Sculpture and marble sculpture

It is now indisputable that Tinos' contribution to modern Greek art and especially to sculpture is invaluable. With a tradition that starts from antiquity and the main reference area on the outside, ie the area around Pyrgos, Panormo, Ysternia, Tinos will be a major artistic center and place of origin of the most important sculptures of the 19th century.

Many tried from time to time to look for the reasons that contributed so much to the flourishing of art in Tinos and most came to the conclusion that this call of the island to art is the result of many factors.

Reasons that led to the development of art in Tinos

  • According to tradition, Pheidias, exiled to Delos, was shipwrecked in the area of Kionia and during his stay in Tinos he taught the art of marble sculpture to the locals.
  • Tinos has rich quarries of white and green marble. The abundance of raw materials has certainly played a decisive role from ancient times to the present day.
  • Another element that seems to have played an important role is the fact that Historically, Tinos was the only island that did not experience Turkish rule. This is because the relatively relaxed Turkish rule that was established was short and did not limit it artistically. The Venetian conquerors (1207-1715), on the other hand, valued sculpture, were fascinated by Tinian folk art, and chose marble in what they made, providing the "canvas" to the local marblers.
  • Tinos was the very cause of the birth of art. Its peculiar natural environment had a significant effect. For the strong wind, characteristic of Tinos, A. Sohos wrote: "… the wild wind that blows and rages all the time, contributes to this spiritual awakening, as well as to the creation and cultivation of the beautiful".
  • Finally, perhaps the most basic element seems to be the long tradition of the island. Knowledge and technical experience are passed down from generation to generation. It is a "part of the DNA" of the child born on the outside, a stimulus that he constantly receives in the environment of his village, an experience that motivates him to create.

The flourishing of art

Arriving in the 19th century, Tinos gives birth to Giannoulis Halepas, Nikiforos Lytras, the brothers Fitalis, Lazaros and Antonios Sohos, Dimitrios Filippotis, Loukas Doukas and hundreds of other well-known or anonymous artists. , in Athens, in Europe.

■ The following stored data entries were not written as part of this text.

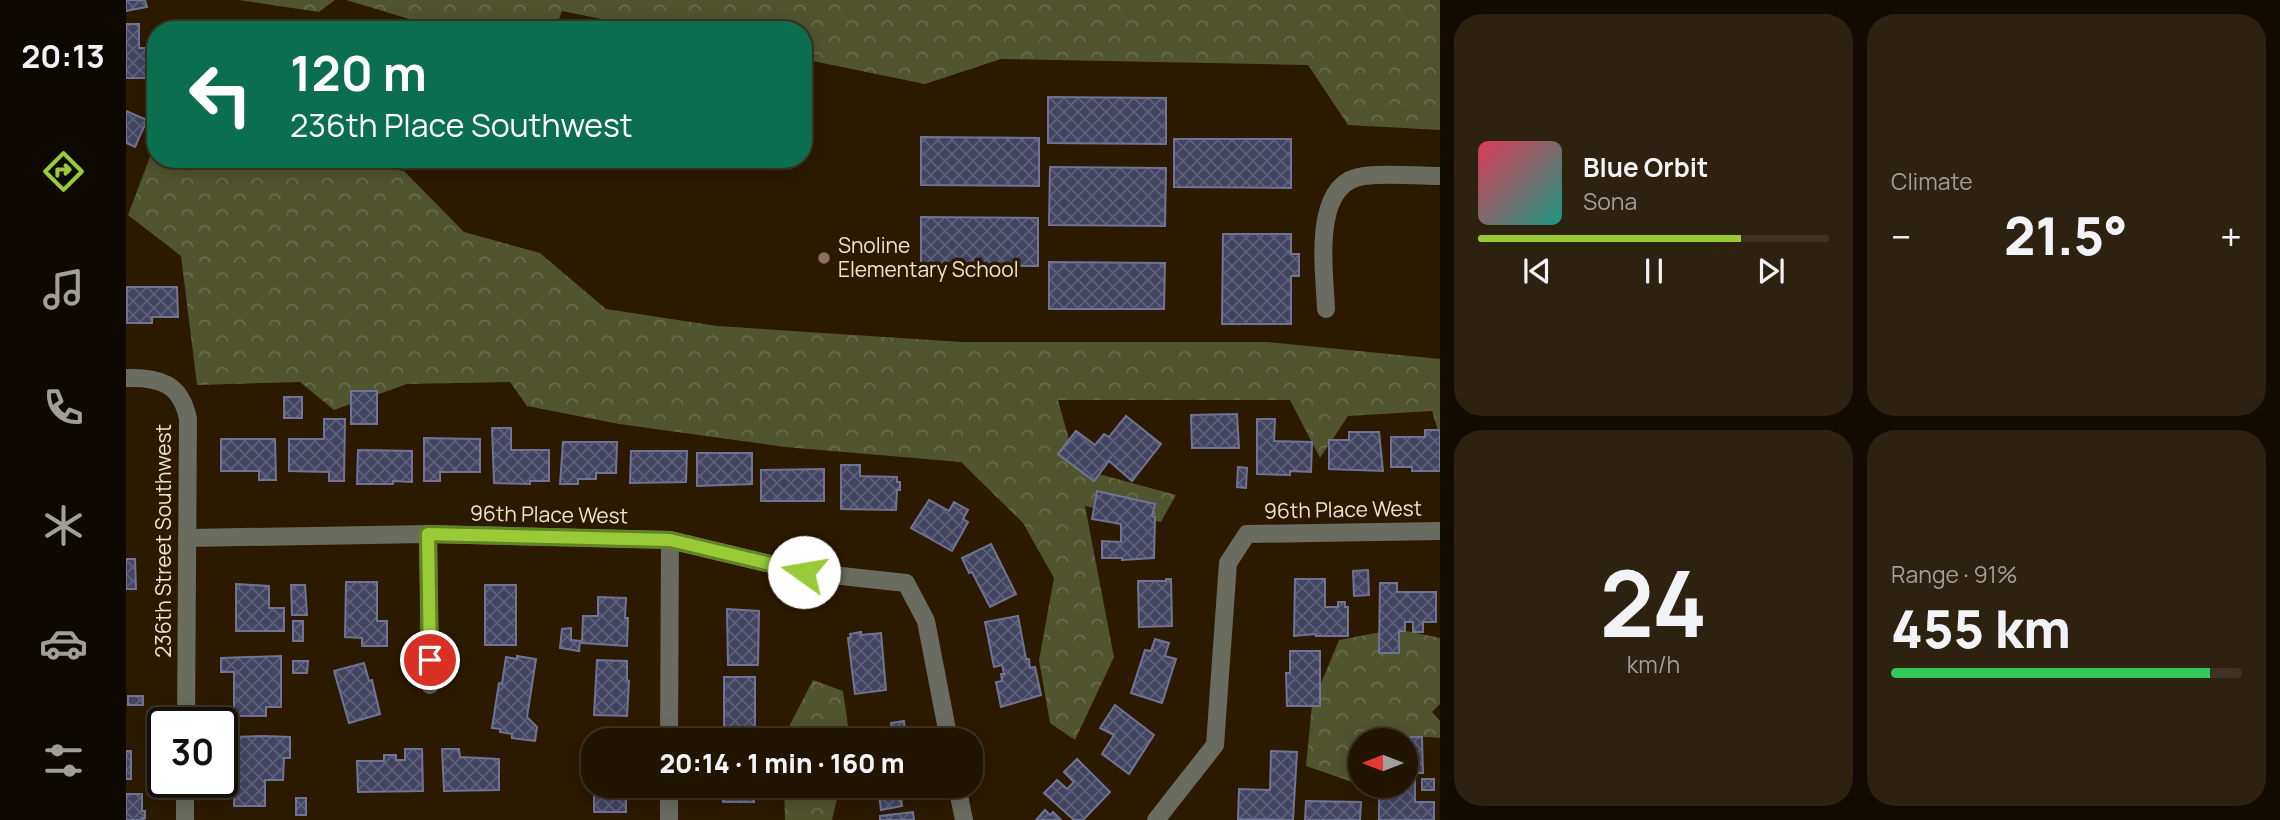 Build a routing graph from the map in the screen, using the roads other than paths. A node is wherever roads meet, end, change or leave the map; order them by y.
1 (1440, 176) edge
2 (1326, 309) dead end
3 (126, 378) edge
4 (1440, 531) edge
5 (428, 534) junction
6 (187, 537) junction
7 (670, 540) junction
8 (430, 685) dead end
9 (186, 707) edge
10 (669, 728) edge
11 (947, 728) edge
12 (185, 798) edge
13 (669, 798) edge
14 (959, 798) edge
15 (185, 820) edge
16 (669, 820) edge
17 (964, 820) edge
18 (1156, 820) edge

1 - 2 street
3 - 6 street, 236th Street Southwest
4 - 18 street, 96th Place West
5 - 6 street, 96th Place West
5 - 7 street, 96th Place West
5 - 8 street
6 - 9 street, 236th Street Southwest
7 - 10 street
7 - 11 street, 96th Place West
12 - 15 street
13 - 16 street
14 - 17 street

In 1834, a very large number of famous Tinian marble workers immigrated to the capital, as they were called to create the beautiful, classicist, marble-built Athens that was born. Their contribution is decisive in the Palace of Otto, in the University, in the Diocese, in the Academy, in the Archaeological Museum, in the Old Parliament, in the Zappeion, in the Polytechnic, in Zoodochos Pigi etc.

Then, the first marble sculptures and sculptures of Athens were opened by Tinians, while others were working on the restoration of the most important archeological sites. From the Acropolis, Kerameikos, Olympia, etc., many generations of Tinian marbles have passed that have contributed significantly to the restoration and preservation of monuments, a tradition that continues to this day.

In Tinos Art is everywhere. In the bell towers, in the lintels, in the iconostasis, in the busts, in the fountains, in the dovecotes, wherever the eye falls.

In Pyrgos there is a Preparatory and Vocational School of Fine Arts in order to learn the artistic marble. Tuition is free, three years and the courses taught are: marble sculpture, architectural drawing, sculpture (clay, plaster), painting (drawing, color), art history and exhibition. The top two graduates each year are admitted without exams to the Athens School of Fine Arts.